→ Work item
Where the string "大四福巷" occurs in a line of the entries below, copy that line.

→ Source records
_ _ _ _ _

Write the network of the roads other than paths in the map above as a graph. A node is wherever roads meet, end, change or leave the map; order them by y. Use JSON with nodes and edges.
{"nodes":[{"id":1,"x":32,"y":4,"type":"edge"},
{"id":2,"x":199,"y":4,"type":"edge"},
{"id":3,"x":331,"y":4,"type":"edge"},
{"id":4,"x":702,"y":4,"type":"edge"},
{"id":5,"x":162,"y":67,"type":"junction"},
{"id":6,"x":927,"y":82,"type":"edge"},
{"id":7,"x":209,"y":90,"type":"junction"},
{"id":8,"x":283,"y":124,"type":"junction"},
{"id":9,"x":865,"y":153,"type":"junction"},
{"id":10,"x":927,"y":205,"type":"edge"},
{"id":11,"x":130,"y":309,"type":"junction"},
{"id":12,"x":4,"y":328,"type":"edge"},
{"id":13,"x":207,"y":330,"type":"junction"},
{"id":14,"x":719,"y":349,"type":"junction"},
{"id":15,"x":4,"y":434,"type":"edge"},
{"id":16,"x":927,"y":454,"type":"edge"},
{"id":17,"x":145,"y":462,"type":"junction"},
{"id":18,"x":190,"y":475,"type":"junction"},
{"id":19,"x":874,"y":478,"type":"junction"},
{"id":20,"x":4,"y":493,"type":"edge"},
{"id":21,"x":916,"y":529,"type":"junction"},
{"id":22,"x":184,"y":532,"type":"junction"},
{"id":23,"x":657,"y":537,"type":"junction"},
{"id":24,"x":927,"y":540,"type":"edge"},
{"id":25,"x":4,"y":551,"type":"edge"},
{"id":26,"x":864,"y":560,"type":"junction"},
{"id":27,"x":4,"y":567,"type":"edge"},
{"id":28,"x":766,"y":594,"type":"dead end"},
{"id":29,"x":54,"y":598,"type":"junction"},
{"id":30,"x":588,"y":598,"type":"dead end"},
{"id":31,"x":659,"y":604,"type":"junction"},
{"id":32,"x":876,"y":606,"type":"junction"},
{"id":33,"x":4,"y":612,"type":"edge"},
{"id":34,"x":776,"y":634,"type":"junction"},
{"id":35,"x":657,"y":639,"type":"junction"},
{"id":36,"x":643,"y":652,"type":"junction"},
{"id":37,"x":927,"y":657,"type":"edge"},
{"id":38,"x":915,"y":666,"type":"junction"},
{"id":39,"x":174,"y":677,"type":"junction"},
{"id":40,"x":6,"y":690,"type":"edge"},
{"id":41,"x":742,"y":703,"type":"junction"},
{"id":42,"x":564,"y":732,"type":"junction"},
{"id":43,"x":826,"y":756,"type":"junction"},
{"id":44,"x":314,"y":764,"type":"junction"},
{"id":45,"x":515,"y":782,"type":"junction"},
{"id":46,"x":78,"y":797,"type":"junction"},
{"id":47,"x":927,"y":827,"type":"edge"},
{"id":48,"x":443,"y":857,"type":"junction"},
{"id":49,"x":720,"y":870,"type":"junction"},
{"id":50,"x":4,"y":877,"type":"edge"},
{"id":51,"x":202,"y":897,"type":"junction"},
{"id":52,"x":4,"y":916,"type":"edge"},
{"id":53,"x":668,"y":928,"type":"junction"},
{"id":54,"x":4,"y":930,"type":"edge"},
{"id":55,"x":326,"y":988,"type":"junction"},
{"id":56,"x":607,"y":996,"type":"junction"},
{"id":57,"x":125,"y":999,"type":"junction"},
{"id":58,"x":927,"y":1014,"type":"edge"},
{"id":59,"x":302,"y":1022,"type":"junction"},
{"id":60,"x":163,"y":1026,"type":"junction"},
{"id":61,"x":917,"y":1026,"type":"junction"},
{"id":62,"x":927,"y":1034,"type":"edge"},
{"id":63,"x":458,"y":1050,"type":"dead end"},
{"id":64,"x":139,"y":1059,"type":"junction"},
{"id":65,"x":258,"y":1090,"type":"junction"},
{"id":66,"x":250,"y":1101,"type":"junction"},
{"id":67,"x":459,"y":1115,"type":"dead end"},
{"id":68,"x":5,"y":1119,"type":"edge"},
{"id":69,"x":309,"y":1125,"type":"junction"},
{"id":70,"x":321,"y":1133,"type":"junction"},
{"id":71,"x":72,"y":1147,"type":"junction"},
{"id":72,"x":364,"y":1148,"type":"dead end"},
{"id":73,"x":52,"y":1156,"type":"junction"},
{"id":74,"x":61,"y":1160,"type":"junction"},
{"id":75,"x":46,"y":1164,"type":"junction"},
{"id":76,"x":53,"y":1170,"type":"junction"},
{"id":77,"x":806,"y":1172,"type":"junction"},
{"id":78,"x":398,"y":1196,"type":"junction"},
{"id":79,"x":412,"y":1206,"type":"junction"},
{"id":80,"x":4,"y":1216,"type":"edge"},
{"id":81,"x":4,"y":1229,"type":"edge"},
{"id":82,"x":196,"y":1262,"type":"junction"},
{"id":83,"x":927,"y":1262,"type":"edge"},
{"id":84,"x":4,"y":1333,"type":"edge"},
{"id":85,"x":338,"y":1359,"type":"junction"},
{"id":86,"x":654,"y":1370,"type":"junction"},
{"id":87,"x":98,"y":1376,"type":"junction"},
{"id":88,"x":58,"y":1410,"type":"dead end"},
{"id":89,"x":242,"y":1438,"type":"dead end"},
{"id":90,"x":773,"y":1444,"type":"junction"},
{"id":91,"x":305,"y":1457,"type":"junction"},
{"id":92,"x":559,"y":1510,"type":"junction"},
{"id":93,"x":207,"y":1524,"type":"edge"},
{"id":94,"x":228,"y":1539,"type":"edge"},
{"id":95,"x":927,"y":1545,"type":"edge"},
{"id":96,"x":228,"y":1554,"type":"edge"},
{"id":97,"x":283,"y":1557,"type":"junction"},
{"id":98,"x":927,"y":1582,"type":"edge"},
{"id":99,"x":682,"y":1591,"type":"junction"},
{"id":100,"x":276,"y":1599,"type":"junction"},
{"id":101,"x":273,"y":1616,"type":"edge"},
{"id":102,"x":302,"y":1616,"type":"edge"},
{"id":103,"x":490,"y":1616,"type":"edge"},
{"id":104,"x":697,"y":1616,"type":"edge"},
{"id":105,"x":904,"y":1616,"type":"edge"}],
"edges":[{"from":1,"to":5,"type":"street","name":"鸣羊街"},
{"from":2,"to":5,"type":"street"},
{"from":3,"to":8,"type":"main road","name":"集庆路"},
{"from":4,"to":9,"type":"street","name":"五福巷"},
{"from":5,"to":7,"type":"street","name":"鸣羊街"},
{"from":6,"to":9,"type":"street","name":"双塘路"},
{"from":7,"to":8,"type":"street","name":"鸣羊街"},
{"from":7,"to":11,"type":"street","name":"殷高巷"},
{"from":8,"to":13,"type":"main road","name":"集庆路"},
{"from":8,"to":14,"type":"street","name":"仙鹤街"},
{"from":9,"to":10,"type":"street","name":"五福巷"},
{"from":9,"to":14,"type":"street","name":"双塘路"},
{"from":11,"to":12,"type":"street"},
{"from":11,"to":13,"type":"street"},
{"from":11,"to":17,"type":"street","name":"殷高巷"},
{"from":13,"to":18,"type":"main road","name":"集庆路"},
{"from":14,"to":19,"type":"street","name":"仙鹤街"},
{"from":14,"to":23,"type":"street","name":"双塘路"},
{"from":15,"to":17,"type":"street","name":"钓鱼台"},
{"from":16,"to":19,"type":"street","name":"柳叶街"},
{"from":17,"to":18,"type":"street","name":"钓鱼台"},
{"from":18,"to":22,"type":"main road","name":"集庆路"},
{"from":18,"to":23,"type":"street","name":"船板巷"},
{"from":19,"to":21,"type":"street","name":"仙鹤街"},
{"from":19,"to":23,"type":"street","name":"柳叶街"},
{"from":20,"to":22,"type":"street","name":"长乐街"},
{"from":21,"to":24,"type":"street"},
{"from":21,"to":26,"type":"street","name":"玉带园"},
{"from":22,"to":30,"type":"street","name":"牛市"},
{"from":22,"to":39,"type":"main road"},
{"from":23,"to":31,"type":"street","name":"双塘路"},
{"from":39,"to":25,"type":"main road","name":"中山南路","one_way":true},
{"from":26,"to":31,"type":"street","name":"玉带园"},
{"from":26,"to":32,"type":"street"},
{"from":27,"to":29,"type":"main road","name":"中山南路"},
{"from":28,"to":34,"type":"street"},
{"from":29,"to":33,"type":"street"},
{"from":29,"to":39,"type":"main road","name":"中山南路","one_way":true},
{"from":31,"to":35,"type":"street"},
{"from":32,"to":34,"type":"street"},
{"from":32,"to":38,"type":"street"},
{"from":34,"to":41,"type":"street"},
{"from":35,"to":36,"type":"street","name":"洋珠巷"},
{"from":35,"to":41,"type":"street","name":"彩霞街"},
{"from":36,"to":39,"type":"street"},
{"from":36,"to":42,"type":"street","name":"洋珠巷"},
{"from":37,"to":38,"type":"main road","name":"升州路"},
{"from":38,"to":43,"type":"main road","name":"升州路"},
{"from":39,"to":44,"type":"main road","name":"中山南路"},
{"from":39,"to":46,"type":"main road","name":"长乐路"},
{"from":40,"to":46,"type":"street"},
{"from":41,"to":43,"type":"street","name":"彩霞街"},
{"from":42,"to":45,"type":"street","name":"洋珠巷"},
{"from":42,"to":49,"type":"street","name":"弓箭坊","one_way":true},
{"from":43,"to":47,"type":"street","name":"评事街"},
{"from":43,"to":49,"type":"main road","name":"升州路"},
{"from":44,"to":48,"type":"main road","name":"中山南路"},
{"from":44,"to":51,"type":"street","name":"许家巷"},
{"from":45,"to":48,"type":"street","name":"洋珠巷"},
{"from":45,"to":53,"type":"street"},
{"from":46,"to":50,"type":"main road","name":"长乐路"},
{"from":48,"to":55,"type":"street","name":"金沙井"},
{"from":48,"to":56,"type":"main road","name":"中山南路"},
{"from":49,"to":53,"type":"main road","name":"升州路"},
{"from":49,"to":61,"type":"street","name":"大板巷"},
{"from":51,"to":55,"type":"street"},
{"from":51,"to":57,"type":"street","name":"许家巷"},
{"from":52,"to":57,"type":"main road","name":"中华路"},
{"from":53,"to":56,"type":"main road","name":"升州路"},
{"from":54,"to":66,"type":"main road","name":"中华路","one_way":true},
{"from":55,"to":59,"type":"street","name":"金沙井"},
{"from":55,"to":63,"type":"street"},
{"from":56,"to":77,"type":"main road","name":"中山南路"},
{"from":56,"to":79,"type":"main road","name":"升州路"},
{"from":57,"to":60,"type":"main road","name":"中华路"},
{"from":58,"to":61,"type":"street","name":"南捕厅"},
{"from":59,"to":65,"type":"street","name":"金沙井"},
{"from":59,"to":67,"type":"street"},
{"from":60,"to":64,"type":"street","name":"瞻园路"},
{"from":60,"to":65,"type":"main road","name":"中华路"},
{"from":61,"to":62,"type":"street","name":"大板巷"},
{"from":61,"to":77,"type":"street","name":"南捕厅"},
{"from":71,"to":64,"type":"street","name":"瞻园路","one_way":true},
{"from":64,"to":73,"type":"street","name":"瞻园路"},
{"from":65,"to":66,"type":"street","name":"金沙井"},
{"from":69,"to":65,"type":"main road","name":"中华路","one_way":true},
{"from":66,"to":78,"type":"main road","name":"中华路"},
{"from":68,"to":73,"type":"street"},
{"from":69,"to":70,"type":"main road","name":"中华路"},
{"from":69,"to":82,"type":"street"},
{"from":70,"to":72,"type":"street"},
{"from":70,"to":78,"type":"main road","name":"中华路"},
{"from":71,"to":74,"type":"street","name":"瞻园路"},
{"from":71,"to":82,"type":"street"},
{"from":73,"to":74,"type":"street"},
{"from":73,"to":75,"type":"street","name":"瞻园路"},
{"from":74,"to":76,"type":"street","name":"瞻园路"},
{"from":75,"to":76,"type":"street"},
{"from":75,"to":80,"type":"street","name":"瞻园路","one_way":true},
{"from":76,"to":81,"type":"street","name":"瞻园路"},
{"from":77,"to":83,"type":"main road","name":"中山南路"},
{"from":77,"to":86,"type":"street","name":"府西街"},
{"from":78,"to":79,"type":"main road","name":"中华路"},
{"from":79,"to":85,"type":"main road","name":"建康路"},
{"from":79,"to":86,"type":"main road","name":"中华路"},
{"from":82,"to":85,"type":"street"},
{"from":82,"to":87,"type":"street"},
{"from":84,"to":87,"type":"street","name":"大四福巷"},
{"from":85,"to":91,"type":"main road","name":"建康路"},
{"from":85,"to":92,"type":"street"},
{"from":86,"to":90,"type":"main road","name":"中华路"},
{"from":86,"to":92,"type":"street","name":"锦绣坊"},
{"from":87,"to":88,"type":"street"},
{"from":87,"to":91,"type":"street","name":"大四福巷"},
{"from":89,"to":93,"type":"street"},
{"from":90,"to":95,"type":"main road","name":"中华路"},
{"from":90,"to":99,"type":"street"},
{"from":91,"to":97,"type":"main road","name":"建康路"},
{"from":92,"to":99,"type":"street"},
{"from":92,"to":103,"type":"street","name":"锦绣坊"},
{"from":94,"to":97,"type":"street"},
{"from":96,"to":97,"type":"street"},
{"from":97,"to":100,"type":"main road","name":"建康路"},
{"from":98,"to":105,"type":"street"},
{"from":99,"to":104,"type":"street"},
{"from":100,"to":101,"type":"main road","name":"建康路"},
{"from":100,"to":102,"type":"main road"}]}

_ _ _ _ _

→ Solution to the exercise
{"from":84,"to":87,"type":"street","name":"大四福巷"},
{"from":87,"to":91,"type":"street","name":"大四福巷"},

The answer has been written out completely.